Images are to be dropped, and the rest of the data reproduced exactly.

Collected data
════════
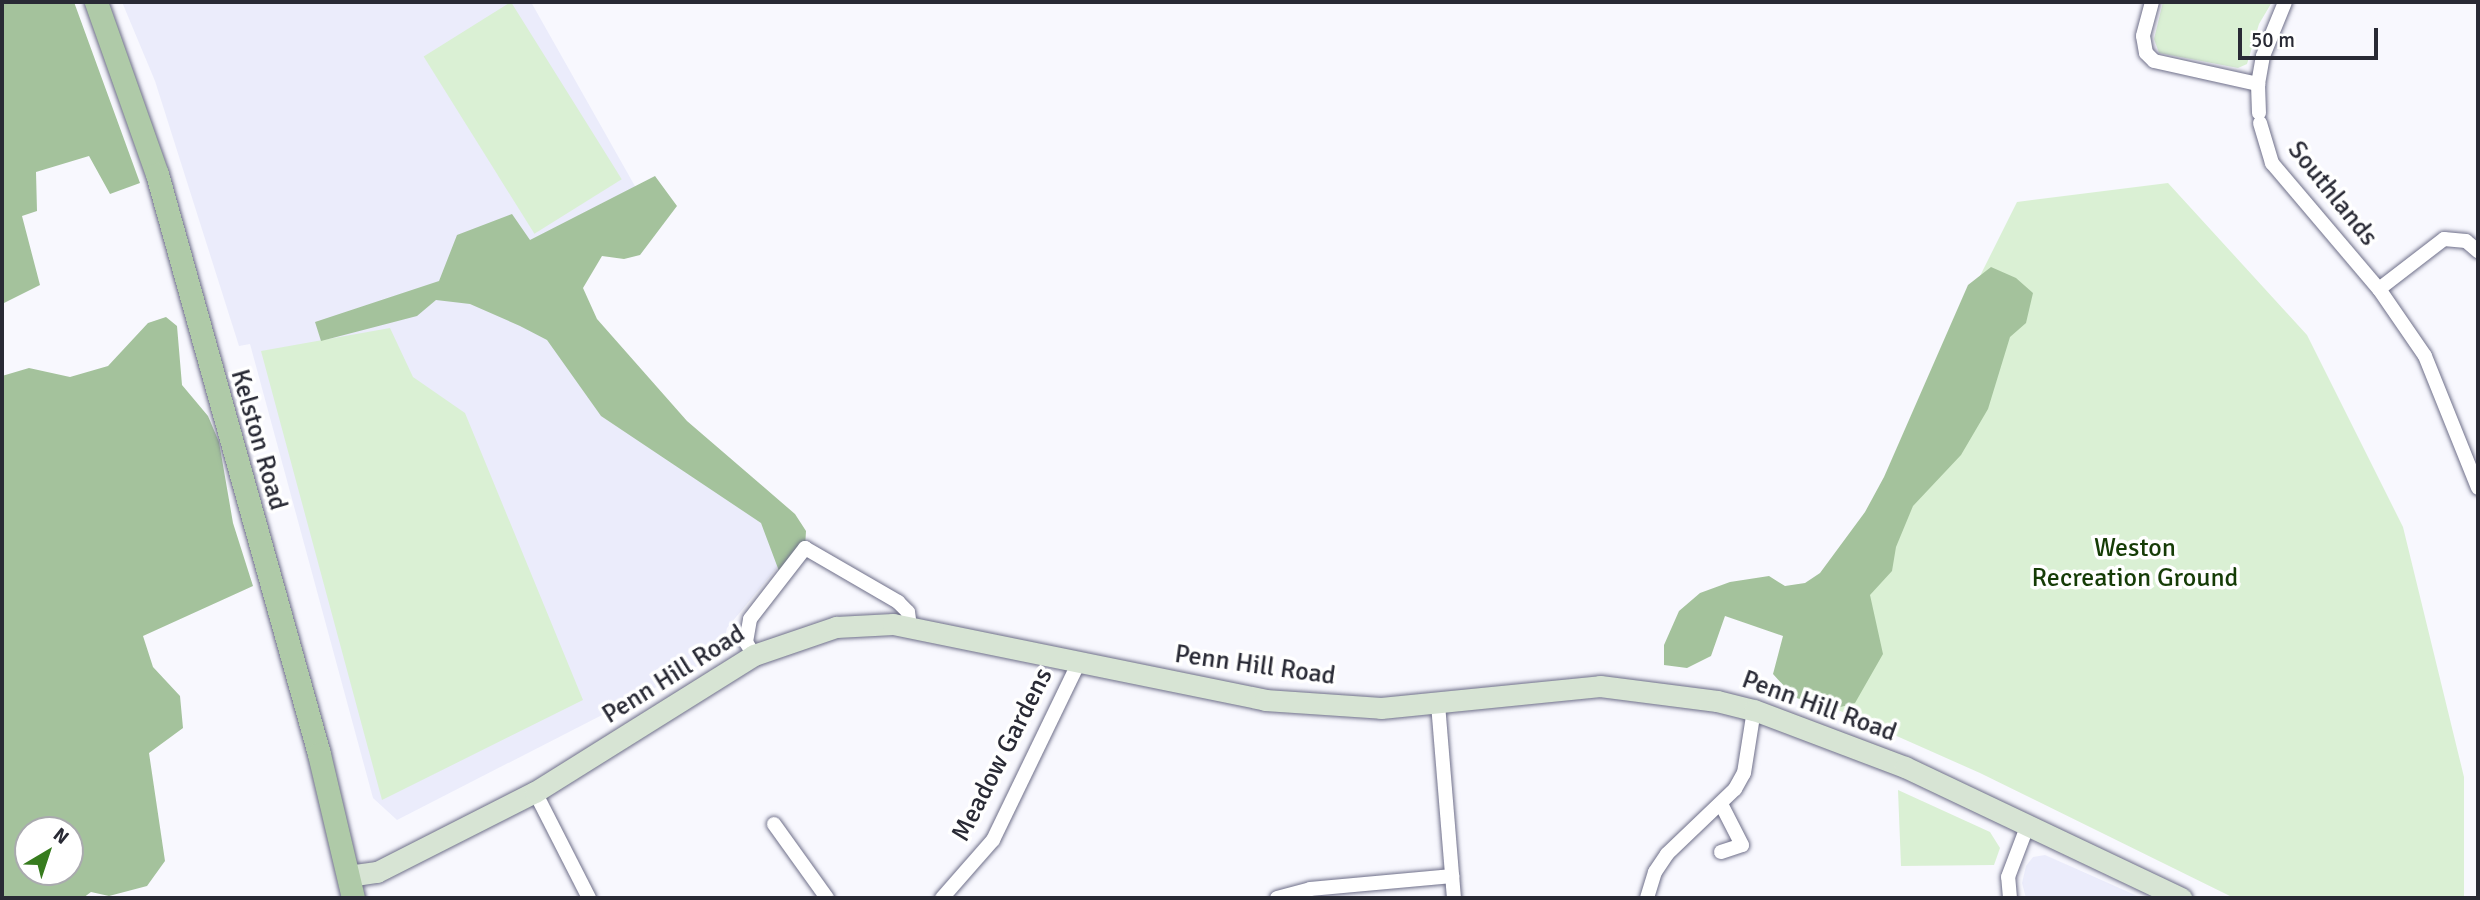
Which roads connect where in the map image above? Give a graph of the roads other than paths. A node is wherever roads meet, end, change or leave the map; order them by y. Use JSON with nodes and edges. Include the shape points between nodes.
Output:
{"nodes":[{"id":1,"x":96,"y":2,"type":"edge"},
{"id":2,"x":2152,"y":2,"type":"edge"},
{"id":3,"x":2285,"y":2,"type":"edge"},
{"id":4,"x":2258,"y":84,"type":"junction"},
{"id":5,"x":2478,"y":251,"type":"edge"},
{"id":6,"x":2379,"y":289,"type":"junction"},
{"id":7,"x":2478,"y":488,"type":"edge"},
{"id":8,"x":910,"y":626,"type":"junction"},
{"id":9,"x":754,"y":655,"type":"junction"},
{"id":10,"x":1077,"y":664,"type":"junction"},
{"id":11,"x":1438,"y":704,"type":"junction"},
{"id":12,"x":1755,"y":710,"type":"junction"},
{"id":13,"x":535,"y":792,"type":"junction"},
{"id":14,"x":1721,"y":804,"type":"junction"},
{"id":15,"x":774,"y":824,"type":"dead end"},
{"id":16,"x":2027,"y":827,"type":"junction"},
{"id":17,"x":1721,"y":852,"type":"dead end"},
{"id":18,"x":1452,"y":876,"type":"junction"},
{"id":19,"x":351,"y":887,"type":"edge"},
{"id":20,"x":589,"y":898,"type":"edge"},
{"id":21,"x":827,"y":898,"type":"edge"},
{"id":22,"x":942,"y":898,"type":"edge"},
{"id":23,"x":1278,"y":898,"type":"edge"},
{"id":24,"x":1454,"y":898,"type":"edge"},
{"id":25,"x":1647,"y":898,"type":"edge"},
{"id":26,"x":2010,"y":898,"type":"edge"},
{"id":27,"x":2181,"y":898,"type":"edge"}],
"edges":[{"from":1,"to":19,"type":"main road","name":"Kelston Road","via":[[153,163],[319,754]]},
{"from":2,"to":4,"type":"street","via":[[2143,36],[2146,53],[2154,61]]},
{"from":3,"to":4,"type":"street","name":"Southlands","via":[[2270,29]]},
{"from":4,"to":6,"type":"street","name":"Southlands","via":[[2260,118],[2272,163]]},
{"from":5,"to":6,"type":"street","via":[[2466,241],[2444,239]]},
{"from":6,"to":7,"type":"street","name":"Southlands","via":[[2425,356]]},
{"from":8,"to":9,"type":"street","name":"Penn Hill Road","via":[[836,627]]},
{"from":8,"to":9,"type":"street","via":[[908,612],[898,602],[805,548],[750,619],[746,642]]},
{"from":8,"to":10,"type":"street","name":"Penn Hill Road"},
{"from":9,"to":13,"type":"street","name":"Penn Hill Road"},
{"from":10,"to":11,"type":"street","name":"Penn Hill Road","via":[[1265,700],[1381,708]]},
{"from":10,"to":22,"type":"street","name":"Meadow Gardens","via":[[993,840]]},
{"from":11,"to":12,"type":"street","name":"Penn Hill Road","via":[[1600,686],[1675,693]]},
{"from":11,"to":18,"type":"street"},
{"from":12,"to":14,"type":"street","via":[[1744,772]]},
{"from":12,"to":16,"type":"street","name":"Penn Hill Road","via":[[1905,768]]},
{"from":13,"to":19,"type":"street","name":"Penn Hill Road"},
{"from":13,"to":20,"type":"street"},
{"from":14,"to":17,"type":"street","via":[[1742,845]]},
{"from":14,"to":25,"type":"street","via":[[1667,854]]},
{"from":15,"to":21,"type":"street"},
{"from":16,"to":26,"type":"street","via":[[2008,877]]},
{"from":16,"to":27,"type":"street","name":"Penn Hill Road"},
{"from":18,"to":23,"type":"street","via":[[1310,889]]},
{"from":18,"to":24,"type":"street"}]}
════════
▶ **Reply**:
Which roads connect where in the map image above? Give a graph of the roads other than paths. A node is wherever roads meet, end, change or leave the map; order them by y. Use JSON with nodes and edges. Include the shape points between nodes.
Output:
{"nodes":[{"id":1,"x":96,"y":2,"type":"edge"},
{"id":2,"x":2152,"y":2,"type":"edge"},
{"id":3,"x":2285,"y":2,"type":"edge"},
{"id":4,"x":2258,"y":84,"type":"junction"},
{"id":5,"x":2478,"y":251,"type":"edge"},
{"id":6,"x":2379,"y":289,"type":"junction"},
{"id":7,"x":2478,"y":488,"type":"edge"},
{"id":8,"x":910,"y":626,"type":"junction"},
{"id":9,"x":754,"y":655,"type":"junction"},
{"id":10,"x":1077,"y":664,"type":"junction"},
{"id":11,"x":1438,"y":704,"type":"junction"},
{"id":12,"x":1755,"y":710,"type":"junction"},
{"id":13,"x":535,"y":792,"type":"junction"},
{"id":14,"x":1721,"y":804,"type":"junction"},
{"id":15,"x":774,"y":824,"type":"dead end"},
{"id":16,"x":2027,"y":827,"type":"junction"},
{"id":17,"x":1721,"y":852,"type":"dead end"},
{"id":18,"x":1452,"y":876,"type":"junction"},
{"id":19,"x":351,"y":887,"type":"edge"},
{"id":20,"x":589,"y":898,"type":"edge"},
{"id":21,"x":827,"y":898,"type":"edge"},
{"id":22,"x":942,"y":898,"type":"edge"},
{"id":23,"x":1278,"y":898,"type":"edge"},
{"id":24,"x":1454,"y":898,"type":"edge"},
{"id":25,"x":1647,"y":898,"type":"edge"},
{"id":26,"x":2010,"y":898,"type":"edge"},
{"id":27,"x":2181,"y":898,"type":"edge"}],
"edges":[{"from":1,"to":19,"type":"main road","name":"Kelston Road","via":[[153,163],[319,754]]},
{"from":2,"to":4,"type":"street","via":[[2143,36],[2146,53],[2154,61]]},
{"from":3,"to":4,"type":"street","name":"Southlands","via":[[2270,29]]},
{"from":4,"to":6,"type":"street","name":"Southlands","via":[[2260,118],[2272,163]]},
{"from":5,"to":6,"type":"street","via":[[2466,241],[2444,239]]},
{"from":6,"to":7,"type":"street","name":"Southlands","via":[[2425,356]]},
{"from":8,"to":9,"type":"street","name":"Penn Hill Road","via":[[836,627]]},
{"from":8,"to":9,"type":"street","via":[[908,612],[898,602],[805,548],[750,619],[746,642]]},
{"from":8,"to":10,"type":"street","name":"Penn Hill Road"},
{"from":9,"to":13,"type":"street","name":"Penn Hill Road"},
{"from":10,"to":11,"type":"street","name":"Penn Hill Road","via":[[1265,700],[1381,708]]},
{"from":10,"to":22,"type":"street","name":"Meadow Gardens","via":[[993,840]]},
{"from":11,"to":12,"type":"street","name":"Penn Hill Road","via":[[1600,686],[1675,693]]},
{"from":11,"to":18,"type":"street"},
{"from":12,"to":14,"type":"street","via":[[1744,772]]},
{"from":12,"to":16,"type":"street","name":"Penn Hill Road","via":[[1905,768]]},
{"from":13,"to":19,"type":"street","name":"Penn Hill Road"},
{"from":13,"to":20,"type":"street"},
{"from":14,"to":17,"type":"street","via":[[1742,845]]},
{"from":14,"to":25,"type":"street","via":[[1667,854]]},
{"from":15,"to":21,"type":"street"},
{"from":16,"to":26,"type":"street","via":[[2008,877]]},
{"from":16,"to":27,"type":"street","name":"Penn Hill Road"},
{"from":18,"to":23,"type":"street","via":[[1310,889]]},
{"from":18,"to":24,"type":"street"}]}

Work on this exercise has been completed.